Ellipsis nedir?
Ellipsis nedir? Ellipsis tanımı. Ellipsis türleri. Ellipsis örnekleri.
Ellipsis nedir?
Ellipsis sözlük anlamı:
Ellipsis Türkçe’ de eksiltme, eksilti ve düşme gibi anlamlara gelebilmektedir.
Ellipsis terim anlamı:
Ellipsis, İngiliz edebiyatında çoğunlukla cümle içerisinde bulunmadan da anlaşılabilen sözcüklerin cümleden çıkarılmasına denir. Edebiyattaki diğer tanımı da; cümle ortasında, başında ya da sonunda kullanılan üç nokta işaretinin kullanılması olarak gösterilir.
Ellipsis için yapılan çeşitli tanımlar
- Ellipsis is a series of dots (typically three, such as “…”) that usually indicates an intentional omission of a word, sentence, or whole section from a text without altering its original meaning.
- Ellipsis is a mark or series of marks that usually indicate an intentional omission of a word or a phrase from the original text.
- The ellipsis is also called a suspension point, points of ellipsis, periods of ellipsis, or (colloquially) “dot-dot-dot“.
- Depending on their context and placement in a sentence, ellipses can indicate an unfinished thought, a leading statement, a slight pause, an echoing voice, or a nervous or awkward silence.
- Aposiopesis is the use of an ellipsis to trail off into silence—for example: “But I thought he was …” When placed at the beginning or end of a sentence, the ellipsis can also inspire a feeling of melancholy or longing.
- In poetry, an ellipsis is used as a thought-pause or line break at the caesura, or this is used to highlight sarcasm or make the reader think about the last points in the poem.
- In news reporting, often associated with brackets, it is used to indicate that a quotation has been condensed for space, brevity, or relevance.

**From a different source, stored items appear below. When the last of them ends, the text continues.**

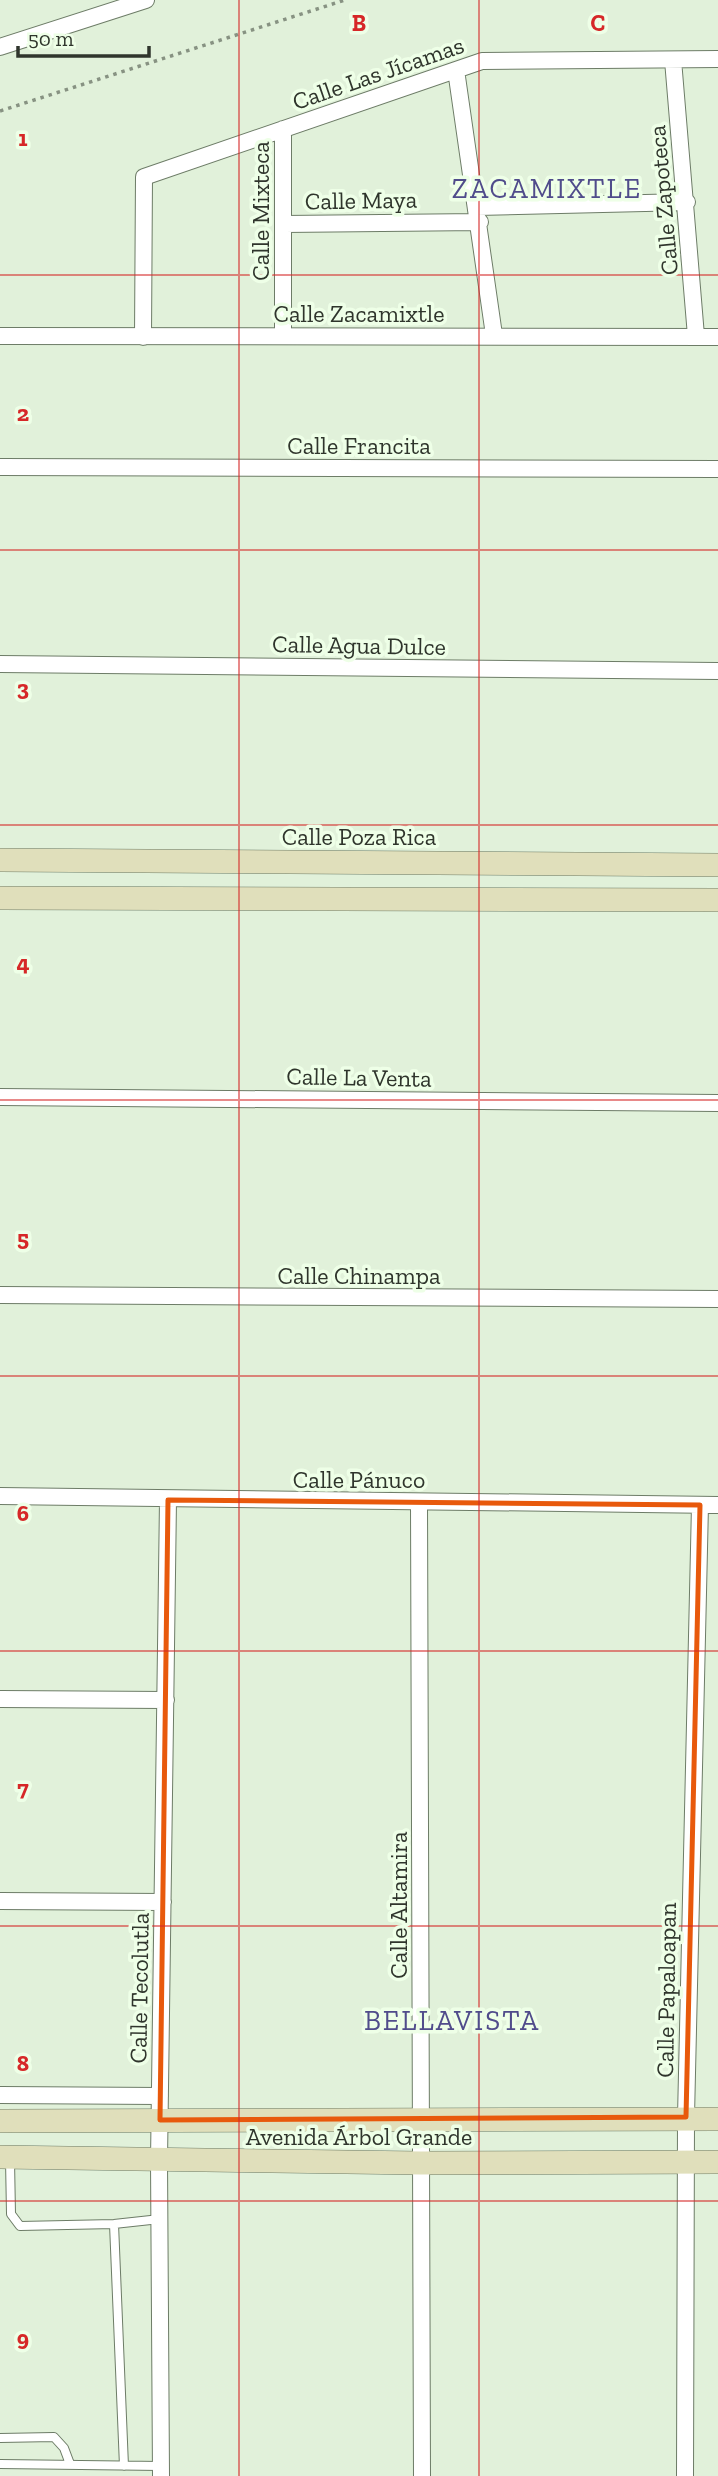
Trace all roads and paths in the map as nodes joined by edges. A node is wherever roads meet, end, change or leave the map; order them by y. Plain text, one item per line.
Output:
1 (146, 0) edge
2 (345, 0) edge
3 (101, 7) edge
4 (0, 47) edge
5 (718, 59) edge
6 (673, 60) junction
7 (456, 70) junction
8 (0, 110) edge
9 (283, 129) junction
10 (687, 202) junction
11 (478, 214) junction
12 (284, 224) junction
13 (283, 335) junction
14 (494, 335) junction
15 (0, 336) edge
16 (696, 336) junction
17 (143, 337) junction
18 (718, 337) edge
19 (0, 467) edge
20 (718, 469) edge
21 (0, 664) edge
22 (718, 671) edge
23 (0, 860) edge
24 (464, 863) junction
25 (536, 864) junction
26 (718, 865) edge
27 (0, 898) edge
28 (459, 899) junction
29 (533, 900) junction
30 (718, 900) edge
31 (0, 1097) edge
32 (718, 1103) edge
33 (0, 1295) edge
34 (718, 1299) edge
35 (0, 1496) edge
36 (168, 1500) junction
37 (419, 1502) junction
38 (700, 1505) junction
39 (718, 1505) edge
40 (0, 1699) edge
41 (166, 1700) junction
42 (0, 1901) edge
43 (163, 1902) junction
44 (0, 2095) edge
45 (160, 2096) junction
46 (685, 2117) junction
47 (421, 2118) junction
48 (718, 2119) edge
49 (160, 2120) junction
50 (0, 2121) edge
51 (5, 2157) edge
52 (159, 2161) junction
53 (685, 2162) junction
54 (718, 2162) edge
55 (420, 2163) junction
56 (160, 2219) junction
57 (114, 2224) junction
58 (0, 2438) edge
59 (0, 2464) edge
60 (71, 2464) junction
61 (124, 2466) junction
62 (161, 2471) edge
63 (422, 2476) edge
64 (685, 2476) edge

1 - 3 street
2 - 8 path
3 - 4 street
5 - 6 street, Calle Las Jícamas
6 - 7 street, Calle Las Jícamas
6 - 10 street, Calle Zapoteca
7 - 9 street, Calle Las Jícamas
7 - 11 street
9 - 12 street, Calle Mixteca
9 - 17 street, Calle Las Jícamas
10 - 11 street, Calle Maya
10 - 16 street, Calle Zapoteca
11 - 12 street, Calle Maya
11 - 14 street
12 - 13 street, Calle Mixteca
13 - 14 street, Calle Zacamixtle
13 - 17 street, Calle Zacamixtle
14 - 16 street, Calle Zacamixtle
15 - 17 street, Calle Zacamixtle
16 - 18 street, Calle Zacamixtle
19 - 20 street, Calle Francita
21 - 22 street, Calle Agua Dulce
23 - 24 street, Calle Poza Rica
24 - 25 street, Calle Poza Rica
24 - 28 street
25 - 26 street, Calle Poza Rica
25 - 29 street
27 - 28 street
28 - 29 street
29 - 30 street
31 - 32 street, Calle La Venta
33 - 34 street, Calle Chinampa
35 - 36 street, Calle Pánuco
36 - 37 street, Calle Pánuco
36 - 41 street, Calle Tecolutla
37 - 38 street, Calle Pánuco
37 - 47 street, Calle Altamira
38 - 39 street, Calle Pánuco
38 - 46 street, Calle Papaloapan
40 - 41 street
41 - 43 street, Calle Tecolutla
42 - 43 street
43 - 45 street, Calle Tecolutla
44 - 45 street
45 - 49 street, Calle Tecolutla
46 - 47 street, Avenida Árbol Grande
46 - 48 street, Avenida Árbol Grande
46 - 53 street, Calle Papaloapan
47 - 49 street, Avenida Árbol Grande
47 - 55 street, Calle Altamira
49 - 50 street, Avenida Árbol Grande
49 - 52 street, Calle Tecolutla
51 - 52 street, Avenida Árbol Grande
51 - 57 lane
52 - 55 street, Avenida Árbol Grande
52 - 56 street, Calle Tecolutla
53 - 54 street, Avenida Árbol Grande
53 - 55 street, Avenida Árbol Grande
53 - 64 street, Calle Papaloapan
55 - 63 street, Calle Altamira
56 - 57 lane
56 - 62 street, Calle Tecolutla
57 - 61 lane
58 - 60 lane
59 - 60 lane
60 - 61 lane
61 - 62 lane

- An ellipsis may also imply an unstated alternative indicated by context. For example, when Sue says “I never drink wine . . . “, the implication is that she does drink something else—such as vodka.
Ellipsis örnekleri
Some writers like to use an ellipsis to show a pause in someone’s speech, to suggest that thought is unfinished, or to lend an air of mystery and drama:
- It is not cold… it is freezing cold.
- The quick brown fox jumps over the lazy dog. … And if they have not died, they are still alive today.

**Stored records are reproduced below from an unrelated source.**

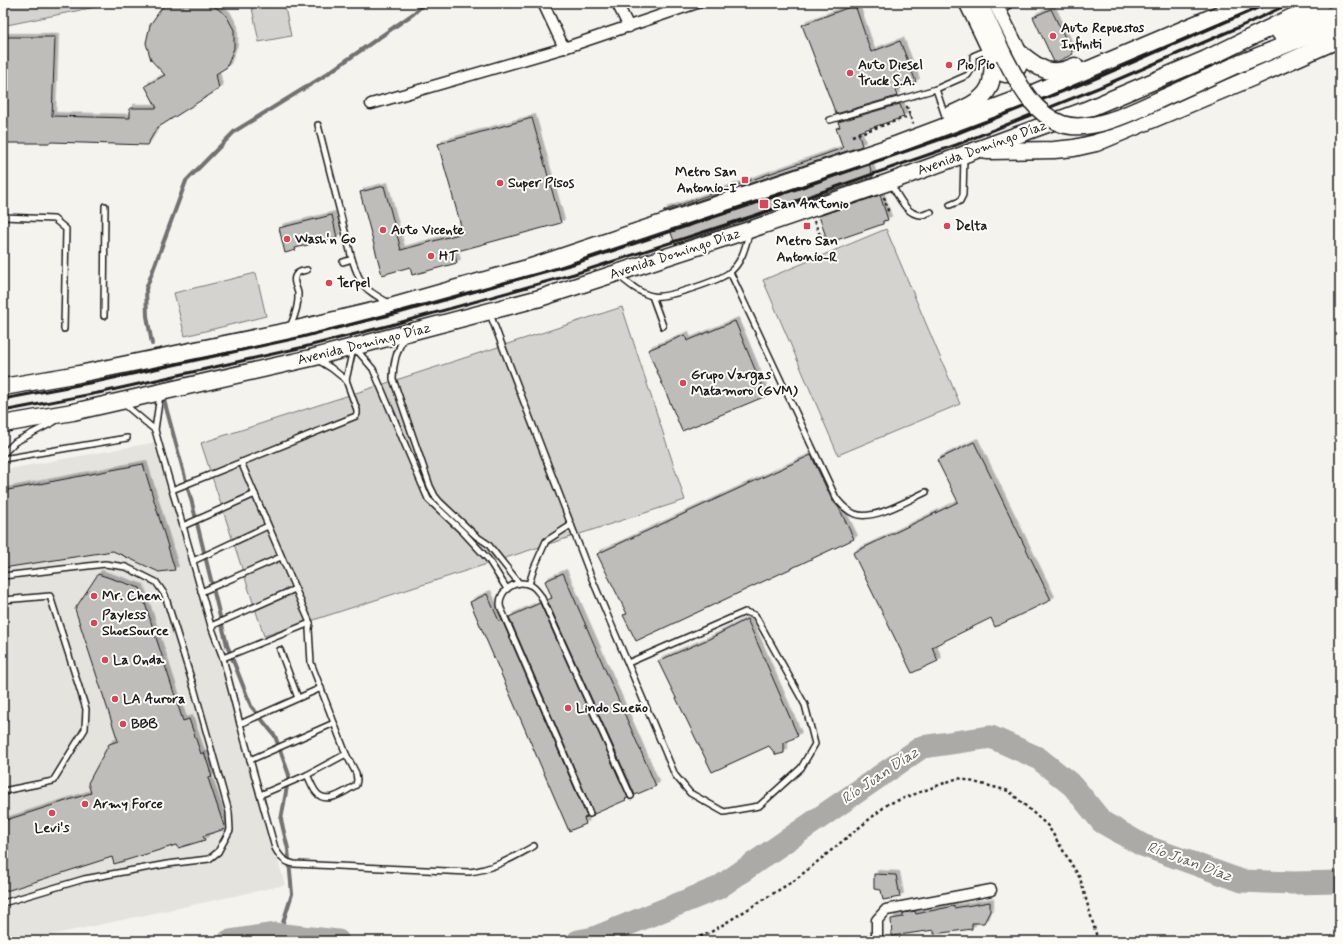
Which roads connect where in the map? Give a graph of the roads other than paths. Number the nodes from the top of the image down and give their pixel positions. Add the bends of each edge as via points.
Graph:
1 (543, 3) edge
2 (617, 3) edge
3 (697, 3) edge
4 (966, 3) edge
5 (979, 3) edge
6 (1217, 3) edge
7 (1245, 3) edge
8 (1321, 3) edge
9 (1000, 5) edge
10 (1340, 12) edge
11 (1340, 25) edge
12 (629, 27) junction
13 (1340, 39) edge
14 (564, 48) junction
15 (988, 50) junction
16 (1021, 54) junction
17 (1206, 59) junction
18 (999, 61) junction
19 (936, 89) junction
20 (371, 104) dead end
21 (946, 117) junction
22 (830, 120) dead end
23 (318, 125) dead end
24 (898, 144) junction
25 (969, 153) junction
26 (890, 182) junction
27 (950, 205) dead end
28 (104, 206) dead end
29 (931, 212) dead end
30 (3, 217) edge
31 (749, 230) junction
32 (352, 259) junction
33 (343, 262) dead end
34 (307, 270) dead end
35 (730, 272) junction
36 (616, 274) junction
37 (652, 296) junction
38 (394, 306) junction
39 (488, 311) junction
40 (104, 316) dead end
41 (663, 326) dead end
42 (64, 329) dead end
43 (288, 331) junction
44 (407, 333) junction
45 (354, 346) junction
46 (311, 358) junction
47 (346, 380) junction
48 (3, 387) edge
49 (161, 392) junction
50 (120, 401) junction
51 (74, 412) junction
52 (3, 424) edge
53 (155, 430) junction
54 (127, 438) dead end
55 (3, 454) edge
56 (3, 459) edge
57 (241, 462) junction
58 (172, 490) junction
59 (926, 492) dead end
60 (255, 494) junction
61 (571, 525) junction
62 (183, 526) junction
63 (268, 526) junction
64 (281, 557) junction
65 (193, 561) junction
66 (3, 576) edge
67 (519, 583) junction
68 (529, 584) junction
69 (295, 589) junction
70 (507, 589) junction
71 (201, 592) junction
72 (3, 600) edge
73 (310, 623) junction
74 (211, 626) junction
75 (280, 650) dead end
76 (223, 658) junction
77 (628, 663) junction
78 (321, 688) junction
79 (298, 698) junction
80 (334, 723) junction
81 (240, 724) junction
82 (346, 754) junction
83 (250, 760) junction
84 (307, 774) junction
85 (12, 783) dead end
86 (6, 791) edge
87 (260, 795) junction
88 (631, 796) dead end
89 (590, 814) dead end
90 (534, 846) dead end
91 (991, 890) dead end
92 (3, 903) edge
93 (877, 941) edge

1 - 14 street
2 - 12 street
3 - 12 street
4 - 15 street
5 - 18 main road
6 - 16 main road via 1066,70 1053,72 1043,69
7 - 24 main road via 1026,96
8 - 17 main road, Avenida Domingo Díaz
9 - 16 street
10 - 17 main road
11 - 18 main road, bridge via 1236,65 1115,119 1084,127 1062,124 1042,112
12 - 14 street
13 - 25 main road via 1096,143 1054,150
14 - 20 street
15 - 18 street
15 - 19 lane via 973,56 973,67 968,75
16 - 18 street via 1021,67 1010,75 1000,74
17 - 25 main road, Avenida Domingo Díaz via 1090,109
18 - 21 main road via 986,93 979,100
19 - 21 lane
19 - 22 lane
21 - 24 main road via 927,124
23 - 32 lane
24 - 38 main road via 531,267
25 - 26 main road, Avenida Domingo Díaz
25 - 27 lane via 963,195 960,201
26 - 29 lane via 907,208 921,215
26 - 31 main road, Avenida Domingo Díaz
28 - 40 lane
30 - 42 lane via 54,219 66,229
31 - 35 lane via 744,254
31 - 36 main road, Avenida Domingo Díaz
32 - 33 lane
32 - 38 lane via 364,287
34 - 43 lane via 295,275 297,306
35 - 37 lane via 720,278 669,295
35 - 59 lane via 836,498 845,509 867,516 877,514
36 - 37 lane
36 - 39 main road, Avenida Domingo Díaz
37 - 41 lane
38 - 43 main road
39 - 44 main road, Avenida Domingo Díaz
39 - 61 lane
43 - 48 main road
44 - 45 main road, Avenida Domingo Díaz
44 - 67 lane via 401,342 393,369 393,379 430,486 440,502 488,544
45 - 46 main road, Avenida Domingo Díaz
45 - 47 lane
45 - 70 lane via 373,369 428,499 488,559
46 - 47 lane via 323,362
46 - 49 main road, Avenida Domingo Díaz
47 - 57 lane via 357,410 356,416
49 - 50 main road, Avenida Domingo Díaz
49 - 53 lane
50 - 51 main road, Avenida Domingo Díaz
50 - 53 lane
51 - 52 main road, Avenida Domingo Díaz
51 - 55 lane via 15,442
53 - 58 lane
54 - 56 lane
57 - 58 lane
57 - 60 lane
58 - 62 lane
60 - 62 lane
60 - 63 lane
61 - 68 lane via 546,541
61 - 77 lane
62 - 65 lane
63 - 64 lane
63 - 65 lane
64 - 69 lane
64 - 71 lane
65 - 71 lane
66 - 92 lane via 105,564 126,567 156,582 165,595 194,688 229,812 230,830 218,852 210,859 84,879
67 - 68 lane
67 - 70 lane
68 - 88 lane via 541,596
69 - 73 lane
69 - 74 lane
70 - 89 lane via 500,604 502,613
71 - 74 lane
72 - 86 lane via 50,596 86,709 85,729 53,780
73 - 76 lane
73 - 78 lane via 311,663
74 - 76 lane
75 - 79 lane
76 - 81 lane
77 - 77 lane via 674,775 690,792 724,812 759,806 800,768 815,744 805,705 755,615 745,612
78 - 79 lane
78 - 80 lane
79 - 81 lane
80 - 82 lane
80 - 83 lane
81 - 83 lane
82 - 84 lane
82 - 84 lane via 357,780 356,785 340,794 322,797 316,793
83 - 87 lane
84 - 87 lane
85 - 86 lane
87 - 90 lane via 275,848 281,859 287,863 479,872
91 - 93 street via 886,910 877,920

- “Call me Jully. . . . They called me Jolly.”
- The Snow- Storm from Ralph Waldo Emerson
- “Our anniversary date is . . . what again?”“I wish I could tell you the truth, but . . .”And they lived happily ever after . . .
If you’re quoting poetry, many of the same rules apply for using ellipses. Here’s an example:
In the poem “Holy Thursday,” William Blake argues that “where-e’er the sun does shine . . . Babe [infant] can never hunger there” (13, 15).
Even though we’ve left out a whole line of poetry, a single ellipsis will do the trick.
On the other hand, if you skip at least a full line in a poetry block quotation, you might indicate this by means of a full line of dots:
In “Mending Wall,” Robert Frost wonders about the point of building walls:
Something there is that doesn’t love a wall,
That sends the frozen-ground-swell under it,
And spills the upper boulders in the sun;
And makes gaps even two can pass abreast.
. . . . . . . . . . . . . . . . . . . . . . . . . . . . . . . . . . . .
No one has seen them [the gaps] made or heard them made,
But at spring mending-time we find them there. (1-4, 10-11)
As always, make sure that the ellipsis is not too intrusive. The reader should be able to make the leap from one passage to another without getting lost en route.